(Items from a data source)
Start of Block

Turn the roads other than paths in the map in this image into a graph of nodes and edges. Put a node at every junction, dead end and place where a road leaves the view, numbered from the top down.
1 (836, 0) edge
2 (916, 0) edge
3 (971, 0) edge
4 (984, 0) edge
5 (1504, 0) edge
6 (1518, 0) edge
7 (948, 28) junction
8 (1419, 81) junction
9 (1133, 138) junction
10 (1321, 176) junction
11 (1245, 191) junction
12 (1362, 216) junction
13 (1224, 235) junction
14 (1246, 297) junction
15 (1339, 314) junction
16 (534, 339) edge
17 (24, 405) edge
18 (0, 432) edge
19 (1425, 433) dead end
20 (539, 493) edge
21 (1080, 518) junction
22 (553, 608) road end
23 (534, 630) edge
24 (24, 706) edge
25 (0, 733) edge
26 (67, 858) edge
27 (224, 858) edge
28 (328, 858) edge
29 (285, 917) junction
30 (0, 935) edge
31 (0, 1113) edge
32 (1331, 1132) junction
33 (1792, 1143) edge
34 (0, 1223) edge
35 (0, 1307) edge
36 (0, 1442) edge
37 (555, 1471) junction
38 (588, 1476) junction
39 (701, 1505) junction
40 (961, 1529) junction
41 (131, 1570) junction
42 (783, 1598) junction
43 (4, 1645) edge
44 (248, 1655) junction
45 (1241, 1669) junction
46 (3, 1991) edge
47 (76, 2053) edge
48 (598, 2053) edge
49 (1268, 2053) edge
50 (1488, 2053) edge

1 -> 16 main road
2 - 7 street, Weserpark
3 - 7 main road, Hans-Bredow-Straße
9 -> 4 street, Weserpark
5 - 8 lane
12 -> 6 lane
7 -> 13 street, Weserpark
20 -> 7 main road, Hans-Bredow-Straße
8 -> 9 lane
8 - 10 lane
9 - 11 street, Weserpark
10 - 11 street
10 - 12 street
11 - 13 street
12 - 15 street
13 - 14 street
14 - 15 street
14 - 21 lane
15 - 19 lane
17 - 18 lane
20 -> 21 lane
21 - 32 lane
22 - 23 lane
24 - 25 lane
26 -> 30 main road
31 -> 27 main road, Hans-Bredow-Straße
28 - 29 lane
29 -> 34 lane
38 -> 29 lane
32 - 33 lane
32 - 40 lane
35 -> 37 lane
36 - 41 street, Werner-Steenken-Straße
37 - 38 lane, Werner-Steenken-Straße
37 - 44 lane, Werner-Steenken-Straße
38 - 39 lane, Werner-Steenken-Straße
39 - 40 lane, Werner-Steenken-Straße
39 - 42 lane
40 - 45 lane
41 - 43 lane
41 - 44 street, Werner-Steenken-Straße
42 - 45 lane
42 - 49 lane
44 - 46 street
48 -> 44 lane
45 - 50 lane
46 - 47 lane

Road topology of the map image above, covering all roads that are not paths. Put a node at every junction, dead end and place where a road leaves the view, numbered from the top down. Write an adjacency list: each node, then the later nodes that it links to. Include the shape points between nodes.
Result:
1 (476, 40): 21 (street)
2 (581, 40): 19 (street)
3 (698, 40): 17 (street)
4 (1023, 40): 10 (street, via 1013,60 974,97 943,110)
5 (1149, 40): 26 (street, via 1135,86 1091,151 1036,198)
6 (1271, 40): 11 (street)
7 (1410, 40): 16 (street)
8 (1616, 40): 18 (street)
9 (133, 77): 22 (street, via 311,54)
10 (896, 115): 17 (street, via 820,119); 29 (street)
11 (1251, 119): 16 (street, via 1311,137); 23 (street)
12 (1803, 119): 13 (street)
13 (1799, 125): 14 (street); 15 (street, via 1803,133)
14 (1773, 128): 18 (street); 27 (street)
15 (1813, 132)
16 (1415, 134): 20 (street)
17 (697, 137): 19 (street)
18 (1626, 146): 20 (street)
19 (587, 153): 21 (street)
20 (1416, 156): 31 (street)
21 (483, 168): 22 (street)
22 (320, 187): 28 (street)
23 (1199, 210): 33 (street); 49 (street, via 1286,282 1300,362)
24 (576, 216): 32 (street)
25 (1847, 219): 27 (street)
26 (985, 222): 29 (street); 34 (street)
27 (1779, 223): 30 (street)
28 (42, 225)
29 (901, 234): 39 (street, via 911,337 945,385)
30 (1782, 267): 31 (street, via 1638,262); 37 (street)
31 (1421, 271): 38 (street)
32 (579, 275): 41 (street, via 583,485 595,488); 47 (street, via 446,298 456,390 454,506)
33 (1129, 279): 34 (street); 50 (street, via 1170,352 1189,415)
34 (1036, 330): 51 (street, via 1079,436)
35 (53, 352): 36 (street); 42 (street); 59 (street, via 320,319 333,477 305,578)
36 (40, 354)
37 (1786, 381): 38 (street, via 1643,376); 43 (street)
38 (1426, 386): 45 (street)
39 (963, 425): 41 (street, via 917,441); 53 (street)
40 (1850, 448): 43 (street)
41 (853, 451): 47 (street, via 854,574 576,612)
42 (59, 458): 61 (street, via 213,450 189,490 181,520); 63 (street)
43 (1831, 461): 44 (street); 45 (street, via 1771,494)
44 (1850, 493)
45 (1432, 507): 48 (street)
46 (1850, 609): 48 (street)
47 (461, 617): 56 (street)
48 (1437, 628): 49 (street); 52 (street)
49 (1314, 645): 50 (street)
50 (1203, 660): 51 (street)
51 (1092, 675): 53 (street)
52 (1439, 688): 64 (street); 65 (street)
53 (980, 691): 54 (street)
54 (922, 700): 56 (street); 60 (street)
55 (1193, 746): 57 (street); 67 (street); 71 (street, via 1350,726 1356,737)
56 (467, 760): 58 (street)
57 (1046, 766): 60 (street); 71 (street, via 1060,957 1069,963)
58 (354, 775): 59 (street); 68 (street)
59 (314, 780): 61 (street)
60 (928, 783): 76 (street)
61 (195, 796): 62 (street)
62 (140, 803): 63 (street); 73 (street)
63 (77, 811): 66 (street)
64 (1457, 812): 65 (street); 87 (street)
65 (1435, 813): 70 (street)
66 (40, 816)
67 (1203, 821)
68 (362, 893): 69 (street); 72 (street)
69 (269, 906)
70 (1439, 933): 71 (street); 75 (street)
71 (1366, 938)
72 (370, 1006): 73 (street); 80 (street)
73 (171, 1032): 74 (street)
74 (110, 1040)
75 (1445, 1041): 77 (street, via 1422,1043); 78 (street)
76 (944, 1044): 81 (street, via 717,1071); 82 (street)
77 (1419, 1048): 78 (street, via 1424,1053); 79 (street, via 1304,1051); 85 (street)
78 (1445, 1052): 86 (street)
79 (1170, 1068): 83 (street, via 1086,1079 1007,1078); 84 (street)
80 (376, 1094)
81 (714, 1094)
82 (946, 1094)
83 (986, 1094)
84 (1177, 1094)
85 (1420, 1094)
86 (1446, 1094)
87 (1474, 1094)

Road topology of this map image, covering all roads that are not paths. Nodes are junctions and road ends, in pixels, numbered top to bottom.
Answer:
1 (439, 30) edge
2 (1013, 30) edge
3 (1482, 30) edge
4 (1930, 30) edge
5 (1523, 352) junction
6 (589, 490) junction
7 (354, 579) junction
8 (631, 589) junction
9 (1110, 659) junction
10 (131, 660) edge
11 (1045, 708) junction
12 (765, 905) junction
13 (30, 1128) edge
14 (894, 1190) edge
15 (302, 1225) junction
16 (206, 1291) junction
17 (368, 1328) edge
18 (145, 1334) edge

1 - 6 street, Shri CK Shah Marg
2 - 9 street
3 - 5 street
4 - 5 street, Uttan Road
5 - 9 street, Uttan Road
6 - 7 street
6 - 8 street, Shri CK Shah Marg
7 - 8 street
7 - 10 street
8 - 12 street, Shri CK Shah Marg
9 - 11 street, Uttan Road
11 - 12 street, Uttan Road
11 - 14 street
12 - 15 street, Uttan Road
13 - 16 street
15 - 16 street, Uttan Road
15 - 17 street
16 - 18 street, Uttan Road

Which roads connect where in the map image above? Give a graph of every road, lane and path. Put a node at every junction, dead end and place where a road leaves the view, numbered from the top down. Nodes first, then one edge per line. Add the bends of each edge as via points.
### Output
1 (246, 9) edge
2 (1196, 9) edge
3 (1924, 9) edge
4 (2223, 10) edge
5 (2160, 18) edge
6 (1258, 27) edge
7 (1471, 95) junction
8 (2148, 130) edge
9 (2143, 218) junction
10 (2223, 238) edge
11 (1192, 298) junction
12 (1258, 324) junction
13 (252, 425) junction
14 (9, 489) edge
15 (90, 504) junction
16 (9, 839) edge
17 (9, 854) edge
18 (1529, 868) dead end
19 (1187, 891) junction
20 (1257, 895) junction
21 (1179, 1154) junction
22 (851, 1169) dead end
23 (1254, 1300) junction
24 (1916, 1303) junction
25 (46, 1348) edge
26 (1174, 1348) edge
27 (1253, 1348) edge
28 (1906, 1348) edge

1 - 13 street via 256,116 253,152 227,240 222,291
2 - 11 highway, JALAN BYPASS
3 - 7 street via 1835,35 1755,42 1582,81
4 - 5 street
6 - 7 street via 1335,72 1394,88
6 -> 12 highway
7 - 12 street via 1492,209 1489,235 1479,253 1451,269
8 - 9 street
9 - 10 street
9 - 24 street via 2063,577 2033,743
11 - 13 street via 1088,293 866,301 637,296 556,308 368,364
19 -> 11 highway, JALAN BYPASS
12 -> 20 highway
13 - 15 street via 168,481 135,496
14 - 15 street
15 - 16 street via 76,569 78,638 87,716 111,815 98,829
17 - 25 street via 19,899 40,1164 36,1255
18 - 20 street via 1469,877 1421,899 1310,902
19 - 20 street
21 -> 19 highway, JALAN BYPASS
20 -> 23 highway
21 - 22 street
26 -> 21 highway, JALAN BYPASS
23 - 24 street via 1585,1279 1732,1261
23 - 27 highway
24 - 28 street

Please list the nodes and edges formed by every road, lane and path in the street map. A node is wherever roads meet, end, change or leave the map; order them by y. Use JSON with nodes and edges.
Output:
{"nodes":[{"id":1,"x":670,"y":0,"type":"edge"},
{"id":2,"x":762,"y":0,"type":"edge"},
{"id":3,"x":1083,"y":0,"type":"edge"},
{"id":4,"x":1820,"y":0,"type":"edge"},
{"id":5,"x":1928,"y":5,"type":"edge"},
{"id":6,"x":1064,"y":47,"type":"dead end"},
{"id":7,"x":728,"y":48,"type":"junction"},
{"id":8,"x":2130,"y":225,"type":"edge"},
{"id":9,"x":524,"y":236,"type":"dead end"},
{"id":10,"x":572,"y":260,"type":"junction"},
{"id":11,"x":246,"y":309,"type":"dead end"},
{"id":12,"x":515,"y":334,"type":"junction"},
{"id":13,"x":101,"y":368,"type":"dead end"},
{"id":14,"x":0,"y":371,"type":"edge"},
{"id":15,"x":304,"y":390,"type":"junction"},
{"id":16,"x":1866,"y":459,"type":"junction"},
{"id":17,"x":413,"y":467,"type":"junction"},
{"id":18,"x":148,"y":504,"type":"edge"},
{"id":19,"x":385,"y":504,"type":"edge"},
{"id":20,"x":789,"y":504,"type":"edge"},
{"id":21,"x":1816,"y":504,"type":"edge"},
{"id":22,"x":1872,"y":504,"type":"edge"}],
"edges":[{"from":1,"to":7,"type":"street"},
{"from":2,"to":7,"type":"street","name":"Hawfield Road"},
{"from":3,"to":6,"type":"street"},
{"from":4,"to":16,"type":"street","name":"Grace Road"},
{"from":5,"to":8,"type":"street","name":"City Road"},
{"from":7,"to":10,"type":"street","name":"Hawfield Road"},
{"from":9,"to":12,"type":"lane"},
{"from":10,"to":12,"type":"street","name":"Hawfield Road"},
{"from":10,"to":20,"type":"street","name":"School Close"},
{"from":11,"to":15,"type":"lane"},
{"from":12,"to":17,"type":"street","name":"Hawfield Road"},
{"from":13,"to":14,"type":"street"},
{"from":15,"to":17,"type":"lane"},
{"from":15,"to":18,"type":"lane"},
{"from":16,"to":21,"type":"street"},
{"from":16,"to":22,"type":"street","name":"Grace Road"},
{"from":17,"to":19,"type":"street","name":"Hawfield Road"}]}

End of Block

-- Work order --
Please give the number of lines in the data above that hold "name", and write nothing else.

-- Answer space --
9